Он зачарованно глядел на еще живое, но уже замирающее перед окончательным исчезновением пламя, и, будто вспомнив предназначение добытого им огня, торопливо окунул в него сигарету. Круглый обрез аккуратно и тягуче зарделся. Палящая игла пронзила пальцы, и он, не бросая источника боли, резко дернул рукой. Остывающий остаток смял в ладони и стал с усилием перетирать обожженными пальцами, словно осуществляя акт мести и окончательное уничтожения врага.
Заструился белесый дымок тлеющего табака, но в форточку уходить не желал. Налетавший ветер, охватывал его, крутил и зашвыривал обратно, разгоняя по комнатной мгле. Табак успокоил. Приятно отшиб мысли, и Василий бездумно втягивал и выпускал тонкие струйки. Докурив почти до фильтра и закашлявшись, вмял окурок в тяжелое стекло пепельницы.
Ночь, казалось, будет вечной, и утро никогда не наступит.
Он вновь поднялся. Смотрел на ветви яблонь махавшие за стеклом, запил табачную горечь глотком из налетевшего ветра, закрыл форточку и лег на бок, лицом к стене. Замотавшись в одеяло, притих, затаил дыхание, и, вспоминая поочередно армию, отца, мать, жену и детей обессиленно уснул…
Утро ударило криком петухов. Чернота за окном всё быстрее и быстрее серела, скукоживалась.
Куриные султаны с окрестных дворов горланили, пытаясь пересилить друг друга, и настойчиво, – по мнению Василия, – просились в холодец.
Ветер за окном поутих, но все еще пробегал, ерошил кроны оголенных деревьев.
Василий пробудился не в настроении, и, раздражаясь, представил, как поймает старого, ненужного петуха, свернет для начала орущую голову с бултыхающимся красным гребнем, желтым изогнутым клювом и птичьими, безумными глазами. А затем на колоде отточенным лезвием топора четким ударом отсечет ее напрочь.

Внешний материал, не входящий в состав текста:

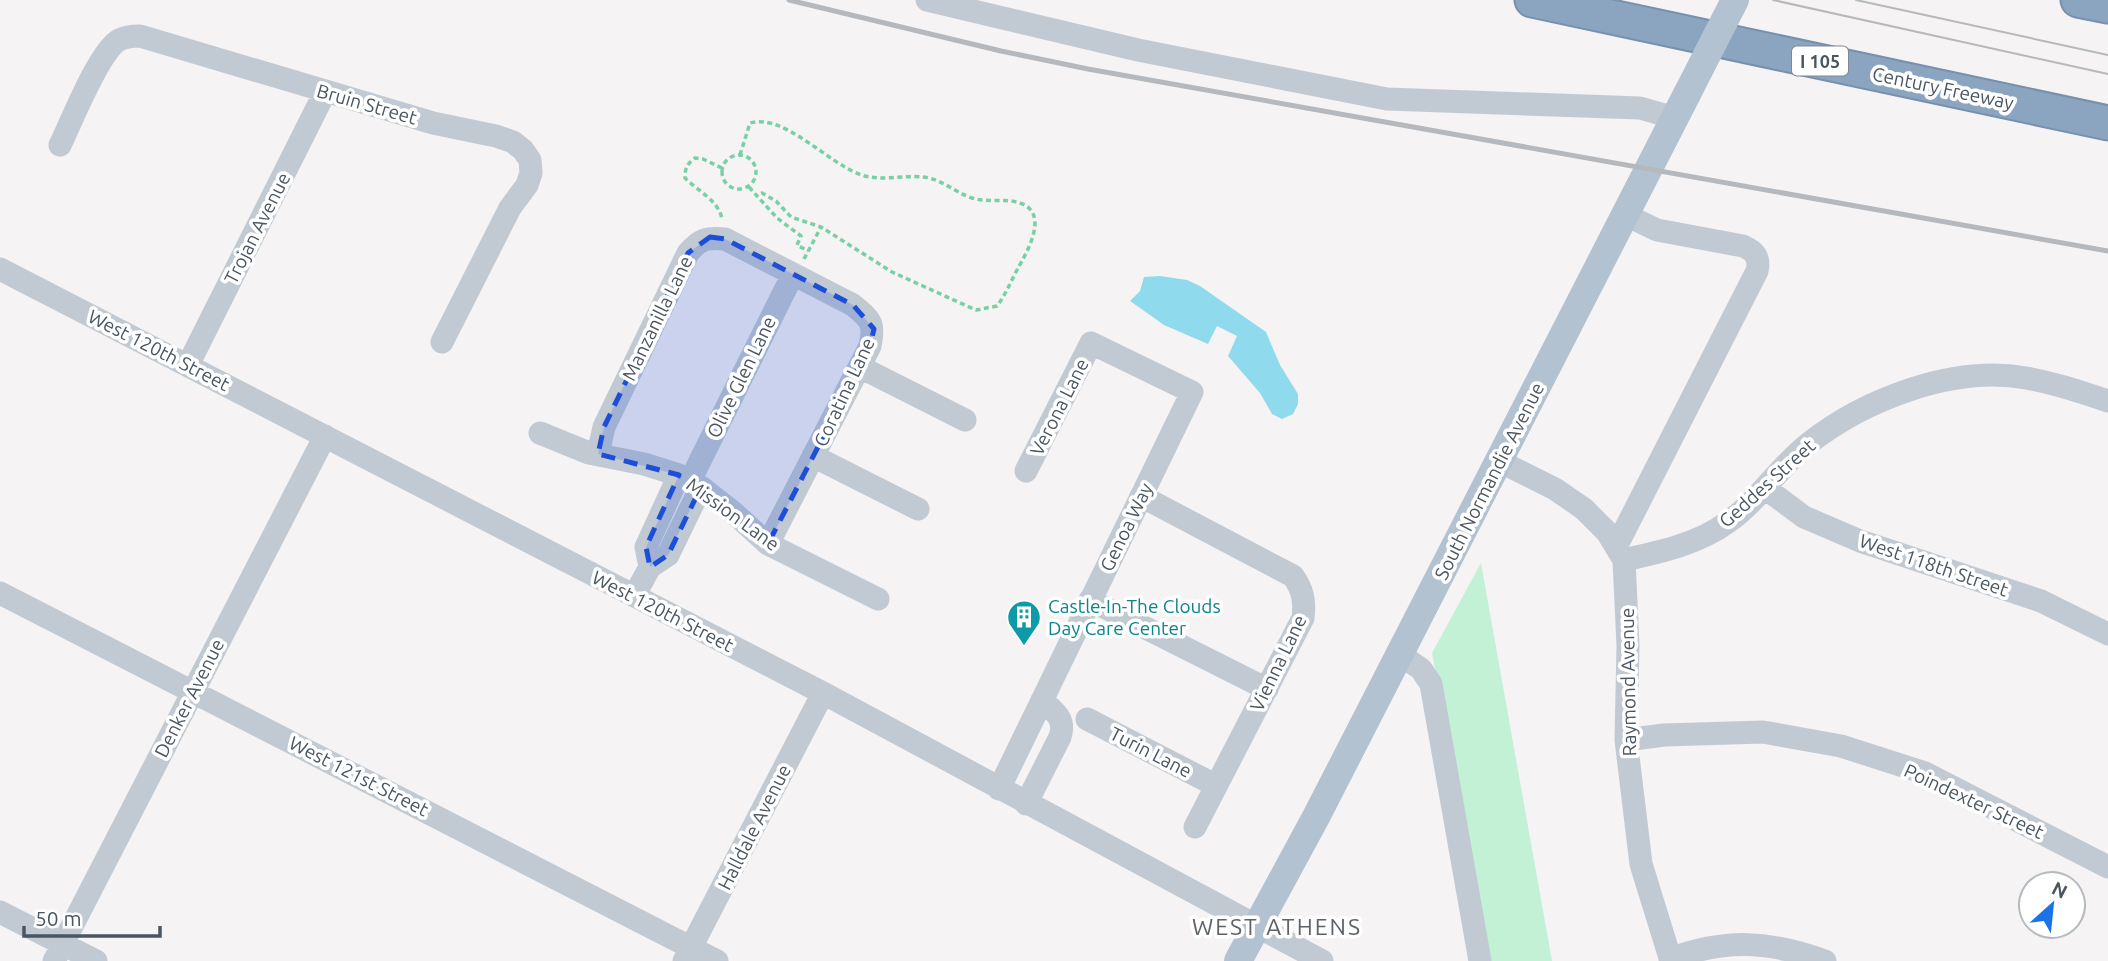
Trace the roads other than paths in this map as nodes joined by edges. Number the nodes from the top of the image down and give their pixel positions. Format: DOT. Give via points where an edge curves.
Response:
graph roads {
  1 [pos="927,0"];
  2 [pos="1532,0"];
  3 [pos="1735,0"];
  4 [pos="2078,0"];
  5 [pos="2108,6"];
  6 [pos="325,92"];
  7 [pos="1681,106"];
  8 [pos="2108,123"];
  9 [pos="60,145"];
  10 [pos="1626,215"];
  11 [pos="0,269"];
  12 [pos="794,274"];
  13 [pos="442,342"];
  14 [pos="1091,343"];
  15 [pos="188,365"];
  16 [pos="860,367"];
  17 [pos="2108,401"];
  18 [pos="965,420"];
  19 [pos="540,433"];
  20 [pos="325,436"];
  21 [pos="598,454"];
  22 [pos="814,456"];
  23 [pos="1499,461"];
  24 [pos="1026,471"];
  25 [pos="690,481"];
  26 [pos="1765,488"];
  27 [pos="1141,496"];
  28 [pos="918,509"];
  29 [pos="768,544"];
  30 [pos="1620,553"];
  31 [pos="0,593"];
  32 [pos="634,596"];
  33 [pos="878,599"];
  34 [pos="1090,600"];
  35 [pos="2108,634"];
  36 [pos="1399,654"];
  37 [pos="1267,689"];
  38 [pos="192,691"];
  39 [pos="823,693"];
  40 [pos="1042,700"];
  41 [pos="1087,719"];
  42 [pos="1626,740"];
  43 [pos="1215,785"];
  44 [pos="999,789"];
  45 [pos="1026,804"];
  46 [pos="1195,827"];
  47 [pos="2108,867"];
  48 [pos="0,912"];
  49 [pos="1256,927"];
  50 [pos="59,952"];
  51 [pos="688,954"];
  52 [pos="1671,960"];
  53 [pos="96,961"];
  54 [pos="718,961"];
  55 [pos="1238,961"];
  56 [pos="1322,961"];
  57 [pos="1480,961"];
  58 [pos="1825,961"];
  1 -- 7 [label="street" via="1138,50 1387,99"];
  2 -- 8 [label="highway, Century Freeway / I 105"];
  3 -- 7 [label="main road, South Normandie Avenue, bridge"];
  4 -- 5 [label="highway"];
  6 -- 9 [label="street, Bruin Street" via="130,36 119,40 100,62"];
  6 -- 13 [label="street, Bruin Street" via="496,136 513,142 530,160 527,185 510,208"];
  6 -- 15 [label="street, Trojan Avenue"];
  7 -- 10 [label="main road, South Normandie Avenue"];
  10 -- 23 [label="main road, South Normandie Avenue"];
  10 -- 30 [label="street" via="1657,230 1743,246 1759,264"];
  11 -- 15 [label="street, West 120th Street"];
  12 -- 16 [label="street, Coratina Lane" via="853,305 868,318 873,329"];
  12 -- 21 [label="street, Manzanilla Lane" via="720,239 698,241 688,253 604,427"];
  12 -- 25 [label="street, Olive Glen Lane"];
  14 -- 24 [label="street, Verona Lane"];
  14 -- 27 [label="street, Genoa Way" via="1192,392"];
  15 -- 20 [label="street, West 120th Street"];
  16 -- 18 [label="street"];
  16 -- 22 [label="street, Coratina Lane"];
  17 -- 26 [label="street, Geddes Street" via="2024,377 1949,380 1905,391 1864,407 1833,426"];
  19 -- 21 [label="street, Mission Lane"];
  20 -- 32 [label="street, West 120th Street"];
  20 -- 38 [label="street, Denker Avenue"];
  21 -- 25 [label="street, Mission Lane"];
  22 -- 28 [label="street"];
  22 -- 29 [label="street, Coratina Lane"];
  23 -- 30 [label="street" via="1584,509"];
  23 -- 36 [label="main road, South Normandie Avenue"];
  25 -- 29 [label="street, Mission Lane"];
  25 -- 32 [label="street, Olive Glen Lane" via="646,547 650,567"];
  26 -- 30 [label="street, Geddes Street" via="1729,522 1697,540"];
  26 -- 35 [label="street, West 118th Street" via="1804,517 1860,541 2041,601"];
  27 -- 34 [label="street, Genoa Way"];
  27 -- 37 [label="street, Vienna Lane" via="1293,576 1301,588 1303,618"];
  29 -- 33 [label="street, Mission Lane"];
  30 -- 42 [label="street, Raymond Avenue" via="1628,646"];
  31 -- 38 [label="street, West 121st Street"];
  32 -- 39 [label="street, West 120th Street"];
  34 -- 37 [label="street"];
  34 -- 40 [label="street, Genoa Way"];
  36 -- 49 [label="main road, South Normandie Avenue"];
  36 -- 57 [label="street" via="1421,669 1432,684"];
  37 -- 43 [label="street, Vienna Lane"];
  38 -- 50 [label="street, Denker Avenue"];
  38 -- 51 [label="street, West 121st Street"];
  39 -- 44 [label="street, West 120th Street"];
  39 -- 51 [label="street, Halldale Avenue"];
  40 -- 44 [label="street, Genoa Way"];
  40 -- 45 [label="street" via="1063,727"];
  41 -- 43 [label="street, Turin Lane"];
  42 -- 47 [label="street, Poindexter Street" via="1763,732 1841,746 1926,773"];
  42 -- 52 [label="street, Raymond Avenue" via="1641,864"];
  43 -- 46 [label="street, Vienna Lane"];
  44 -- 45 [label="street, West 120th Street"];
  45 -- 49 [label="street, West 120th Street"];
  48 -- 50 [label="street"];
  49 -- 55 [label="main road, South Normandie Avenue"];
  49 -- 56 [label="street, West 120th Street"];
  50 -- 53 [label="street"];
  51 -- 54 [label="street, West 121st Street"];
  52 -- 58 [label="street" via="1726,944 1769,946"];
}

Петух вырвется, побежит, безголовый, и оттого ужасный, танцуя свой последний танец без названия, и сердце его продолжая судорожно сжиматься, выплеснет последнюю кровь. Затем, похлопав крыльям, он упадёт. Мать обольет петуха кипятком и ощиплет. В холодильнике жилистую птичью тушку поджидает пара свиных голяшек.

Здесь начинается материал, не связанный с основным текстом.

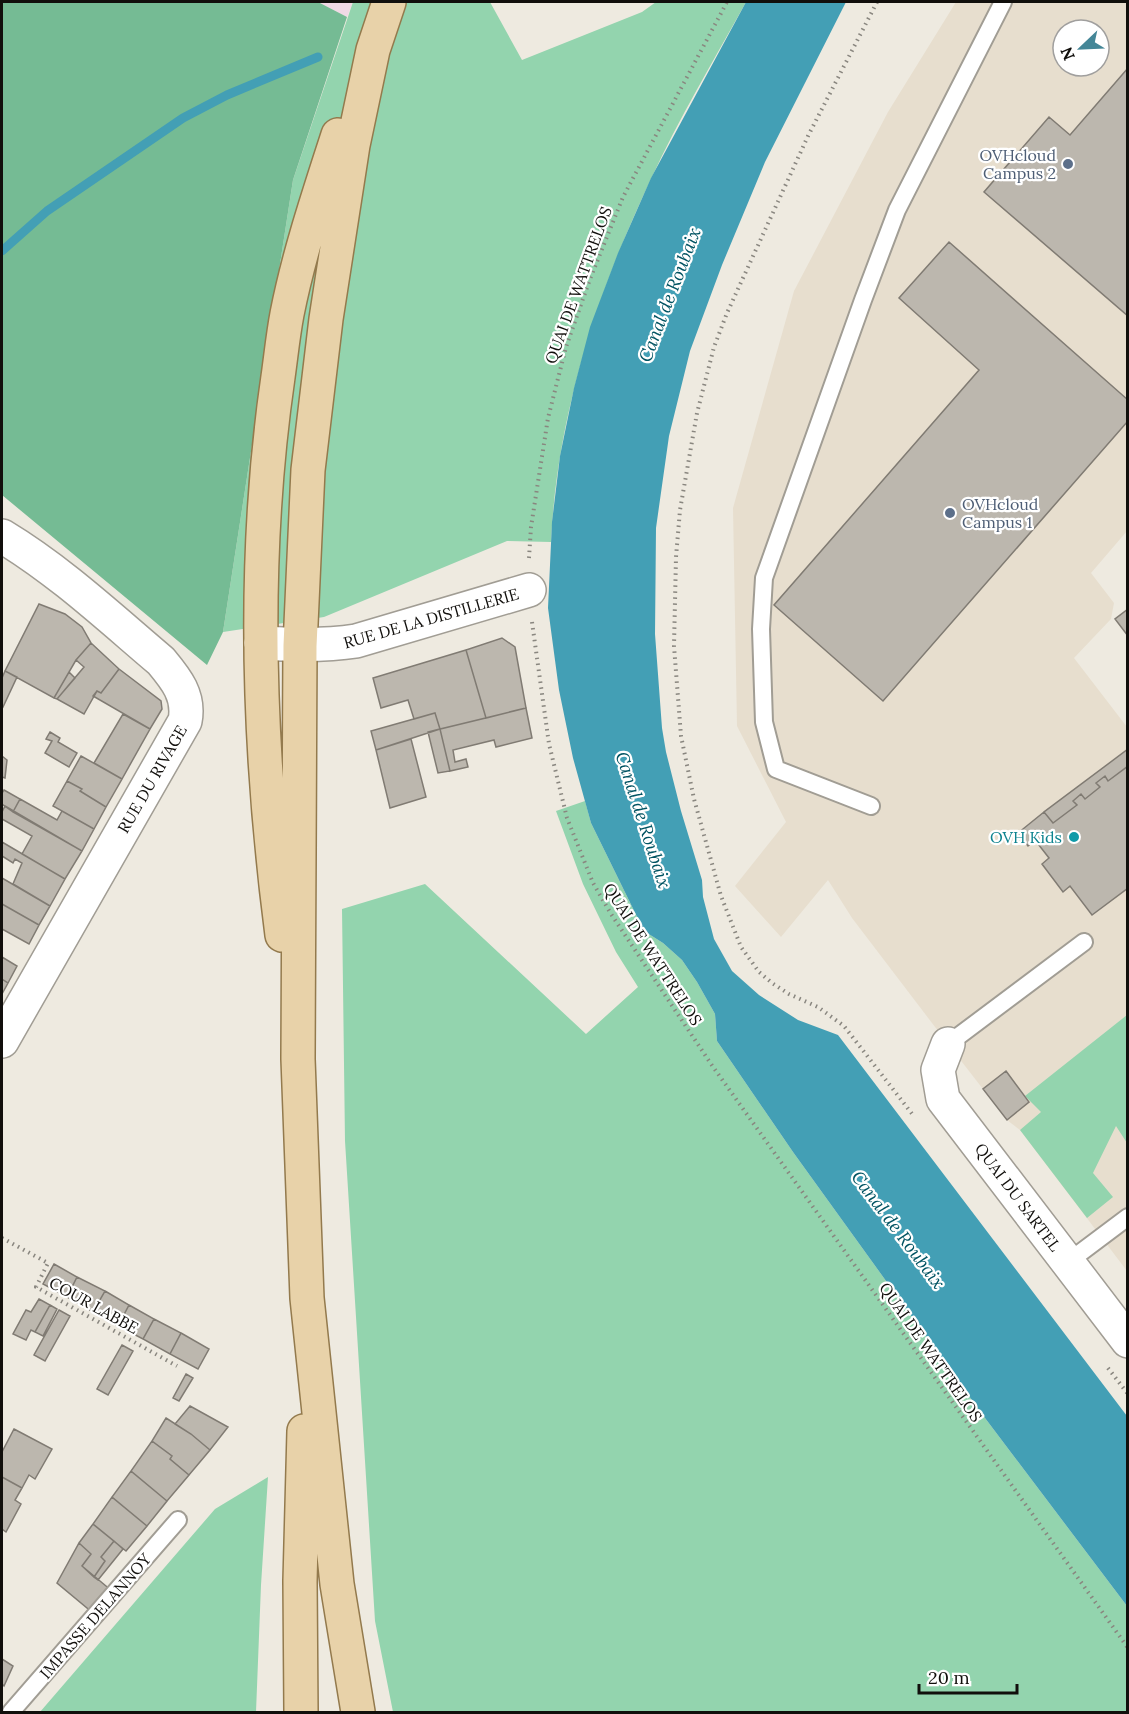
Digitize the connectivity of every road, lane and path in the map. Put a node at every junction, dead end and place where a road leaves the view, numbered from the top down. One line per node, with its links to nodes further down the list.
1 (388, 2): 5 (main road)
2 (727, 2): 7 (path, QUAI DE WATTRELOS)
3 (877, 2): 15 (path)
4 (1003, 2): 10 (lane)
5 (373, 50): 8 (main road); 9 (main road)
6 (2, 536): 12 (street, RUE DU RIVAGE)
7 (529, 590): 9 (street, RUE DE LA DISTILLERIE); 25 (path, QUAI DE WATTRELOS)
8 (261, 643): 9 (street, RUE DE LA DISTILLERIE); 14 (main road)
9 (300, 645): 14 (main road)
10 (871, 806)
11 (1083, 942): 13 (lane)
12 (2, 1041)
13 (948, 1044): 18 (street, QUAI DU SARTEL)
14 (298, 1059): 19 (main road)
15 (917, 1120)
16 (1128, 1217): 18 (lane)
17 (2, 1238): 21 (path, COUR LABBE)
18 (1068, 1262): 20 (street, QUAI DU SARTEL)
19 (307, 1298): 27 (main road); 28 (main road)
20 (1128, 1341)
21 (177, 1366)
22 (1106, 1366): 23 (path)
23 (1128, 1394)
24 (178, 1520): 26 (lane, IMPASSE DELANNOY)
25 (1128, 1648)
26 (11, 1713)
27 (301, 1713)
28 (358, 1713)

«Ничего, разварится. Вот это будет студень! – наконец, о чем-то приятном замечталось Василию, и он еще подумал, что хорошо бы в него добавить говядины, но вспомнил некстати застреленную корову и опухшие от слез глаза жены. Настроение пошатнулось, и, Василий, твердо решил, что нужно «проветрить» голову и «убить ноги», – побродить с ружьем и собакой.
Как раз сегодня открылась охота на фазана. Василий соблюдал охотничьи ритуалы, правила и традиции; правда, часть из них он толковал весьма расширенно, но браконьером себя не считал. Он не стрелял курочек и хищных птиц. Почти не охотился вне отведенных сроков. Не палил чтобы просто убить, и бросить. А вот тому же кабану, какая разница, лишится он своей звериной жизни по лицензии, купленной за сумасшедшие деньги, или бесплатно? И кабанов, и фазанов этих, никто ведь не разводил, и плодились они в окрестностях сами по себе.
Выйдя из дома, и, отметив про себя отсутствие кота. Прошел в сторону курятника, где на стене старого, построенного отцом гаража укреплен древний, алюминиевый умывальник.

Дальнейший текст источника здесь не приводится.